• [Work to complete]: Pull out every line below containing the word "name".

• [The input]:
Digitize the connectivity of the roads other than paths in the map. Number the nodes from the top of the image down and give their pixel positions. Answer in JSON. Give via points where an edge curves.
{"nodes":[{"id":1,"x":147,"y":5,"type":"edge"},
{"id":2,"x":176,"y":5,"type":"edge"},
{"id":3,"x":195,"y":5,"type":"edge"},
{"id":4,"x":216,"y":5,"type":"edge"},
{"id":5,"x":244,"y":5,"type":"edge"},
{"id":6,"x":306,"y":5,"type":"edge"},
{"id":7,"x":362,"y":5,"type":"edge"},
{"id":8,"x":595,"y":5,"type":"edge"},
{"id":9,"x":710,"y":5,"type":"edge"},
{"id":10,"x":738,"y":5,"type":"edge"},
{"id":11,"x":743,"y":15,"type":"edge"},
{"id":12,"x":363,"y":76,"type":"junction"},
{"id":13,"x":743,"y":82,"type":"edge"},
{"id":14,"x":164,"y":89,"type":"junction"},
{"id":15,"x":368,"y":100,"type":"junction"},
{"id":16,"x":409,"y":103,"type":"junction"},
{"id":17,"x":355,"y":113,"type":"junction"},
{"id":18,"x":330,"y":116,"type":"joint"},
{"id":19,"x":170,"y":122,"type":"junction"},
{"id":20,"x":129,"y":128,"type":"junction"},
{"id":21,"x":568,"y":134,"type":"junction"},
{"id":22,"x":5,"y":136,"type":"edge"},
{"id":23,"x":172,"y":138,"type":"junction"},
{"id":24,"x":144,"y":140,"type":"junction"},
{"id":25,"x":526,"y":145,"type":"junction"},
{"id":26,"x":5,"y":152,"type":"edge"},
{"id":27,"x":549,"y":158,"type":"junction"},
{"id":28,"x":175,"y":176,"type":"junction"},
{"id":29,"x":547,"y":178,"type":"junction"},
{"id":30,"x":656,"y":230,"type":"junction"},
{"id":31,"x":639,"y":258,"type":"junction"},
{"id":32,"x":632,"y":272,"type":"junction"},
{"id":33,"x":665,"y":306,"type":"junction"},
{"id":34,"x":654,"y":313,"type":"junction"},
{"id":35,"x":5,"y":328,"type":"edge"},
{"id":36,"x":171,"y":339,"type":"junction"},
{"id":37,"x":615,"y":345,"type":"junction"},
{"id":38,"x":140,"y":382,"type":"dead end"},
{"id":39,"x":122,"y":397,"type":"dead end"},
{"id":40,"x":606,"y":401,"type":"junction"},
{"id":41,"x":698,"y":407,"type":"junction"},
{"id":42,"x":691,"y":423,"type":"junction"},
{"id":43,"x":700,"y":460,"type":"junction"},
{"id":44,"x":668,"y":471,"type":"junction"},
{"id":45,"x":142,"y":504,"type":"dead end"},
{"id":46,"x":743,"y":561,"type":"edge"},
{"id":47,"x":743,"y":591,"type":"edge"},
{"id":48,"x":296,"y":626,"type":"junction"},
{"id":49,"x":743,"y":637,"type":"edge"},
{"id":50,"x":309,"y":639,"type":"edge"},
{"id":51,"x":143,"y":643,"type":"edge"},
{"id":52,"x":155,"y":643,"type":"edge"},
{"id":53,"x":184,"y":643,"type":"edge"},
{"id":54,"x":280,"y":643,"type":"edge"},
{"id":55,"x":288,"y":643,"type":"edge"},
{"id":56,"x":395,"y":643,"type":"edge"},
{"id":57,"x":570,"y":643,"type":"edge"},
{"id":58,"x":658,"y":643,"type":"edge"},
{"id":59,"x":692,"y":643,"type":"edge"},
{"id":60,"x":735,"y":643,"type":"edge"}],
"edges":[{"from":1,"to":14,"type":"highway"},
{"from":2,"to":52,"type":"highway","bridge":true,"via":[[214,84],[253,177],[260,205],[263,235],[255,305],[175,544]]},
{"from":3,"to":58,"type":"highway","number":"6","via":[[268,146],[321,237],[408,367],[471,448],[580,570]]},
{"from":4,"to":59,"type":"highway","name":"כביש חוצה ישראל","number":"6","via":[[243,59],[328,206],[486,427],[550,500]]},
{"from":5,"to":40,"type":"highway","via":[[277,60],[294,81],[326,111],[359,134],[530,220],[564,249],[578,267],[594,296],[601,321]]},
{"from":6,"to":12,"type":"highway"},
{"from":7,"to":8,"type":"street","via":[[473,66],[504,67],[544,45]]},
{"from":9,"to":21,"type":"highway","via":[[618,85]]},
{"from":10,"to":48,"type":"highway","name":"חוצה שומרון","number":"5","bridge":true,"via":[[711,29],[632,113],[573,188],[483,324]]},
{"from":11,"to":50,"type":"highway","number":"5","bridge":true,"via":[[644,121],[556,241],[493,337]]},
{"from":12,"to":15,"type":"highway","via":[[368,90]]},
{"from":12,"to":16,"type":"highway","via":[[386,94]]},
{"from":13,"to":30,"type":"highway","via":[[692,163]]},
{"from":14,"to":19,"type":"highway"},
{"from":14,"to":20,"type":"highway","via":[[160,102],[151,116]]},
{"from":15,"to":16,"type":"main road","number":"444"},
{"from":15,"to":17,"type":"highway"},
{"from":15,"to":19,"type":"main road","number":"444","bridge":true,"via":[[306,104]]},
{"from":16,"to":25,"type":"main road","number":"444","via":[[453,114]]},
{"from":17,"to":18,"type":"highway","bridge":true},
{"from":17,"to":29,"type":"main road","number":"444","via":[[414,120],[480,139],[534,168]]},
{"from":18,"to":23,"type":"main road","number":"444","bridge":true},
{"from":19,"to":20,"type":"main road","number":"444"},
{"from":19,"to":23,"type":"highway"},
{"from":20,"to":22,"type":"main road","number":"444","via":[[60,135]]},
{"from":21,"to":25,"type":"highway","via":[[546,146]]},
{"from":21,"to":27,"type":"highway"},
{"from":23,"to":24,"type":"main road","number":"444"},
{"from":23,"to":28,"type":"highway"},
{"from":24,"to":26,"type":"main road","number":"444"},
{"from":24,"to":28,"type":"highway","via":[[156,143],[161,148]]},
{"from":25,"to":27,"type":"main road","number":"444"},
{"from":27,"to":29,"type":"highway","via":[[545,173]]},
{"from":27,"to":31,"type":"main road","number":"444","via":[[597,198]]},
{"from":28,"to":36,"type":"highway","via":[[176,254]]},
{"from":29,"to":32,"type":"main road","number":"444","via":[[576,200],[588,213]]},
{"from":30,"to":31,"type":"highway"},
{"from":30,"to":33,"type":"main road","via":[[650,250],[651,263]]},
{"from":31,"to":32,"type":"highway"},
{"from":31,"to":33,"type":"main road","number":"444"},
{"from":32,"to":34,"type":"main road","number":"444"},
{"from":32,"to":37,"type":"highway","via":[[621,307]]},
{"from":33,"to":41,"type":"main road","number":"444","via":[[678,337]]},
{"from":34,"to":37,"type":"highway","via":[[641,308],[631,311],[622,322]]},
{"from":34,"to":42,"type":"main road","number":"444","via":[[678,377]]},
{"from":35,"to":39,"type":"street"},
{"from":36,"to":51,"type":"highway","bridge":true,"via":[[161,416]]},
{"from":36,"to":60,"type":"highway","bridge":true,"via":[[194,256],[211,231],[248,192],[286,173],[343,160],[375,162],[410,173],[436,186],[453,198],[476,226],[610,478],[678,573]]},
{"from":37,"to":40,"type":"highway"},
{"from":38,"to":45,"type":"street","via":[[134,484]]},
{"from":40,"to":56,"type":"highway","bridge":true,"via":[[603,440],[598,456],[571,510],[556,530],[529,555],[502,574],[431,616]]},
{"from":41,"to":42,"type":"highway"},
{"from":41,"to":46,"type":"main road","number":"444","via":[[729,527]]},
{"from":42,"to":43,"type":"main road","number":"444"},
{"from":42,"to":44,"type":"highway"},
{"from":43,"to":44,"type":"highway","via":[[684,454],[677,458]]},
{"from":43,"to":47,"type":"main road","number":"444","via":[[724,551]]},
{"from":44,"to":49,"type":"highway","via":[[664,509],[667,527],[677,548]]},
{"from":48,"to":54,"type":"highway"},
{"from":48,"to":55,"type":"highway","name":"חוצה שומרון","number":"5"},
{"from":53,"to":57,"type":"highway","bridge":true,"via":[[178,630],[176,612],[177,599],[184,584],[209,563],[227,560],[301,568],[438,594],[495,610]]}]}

• [Task answer]:
{"from":4,"to":59,"type":"highway","name":"כביש חוצה ישראל","number":"6","via":[[243,59],[328,206],[486,427],[550,500]]},
{"from":10,"to":48,"type":"highway","name":"חוצה שומרון","number":"5","bridge":true,"via":[[711,29],[632,113],[573,188],[483,324]]},
{"from":48,"to":55,"type":"highway","name":"חוצה שומרון","number":"5"},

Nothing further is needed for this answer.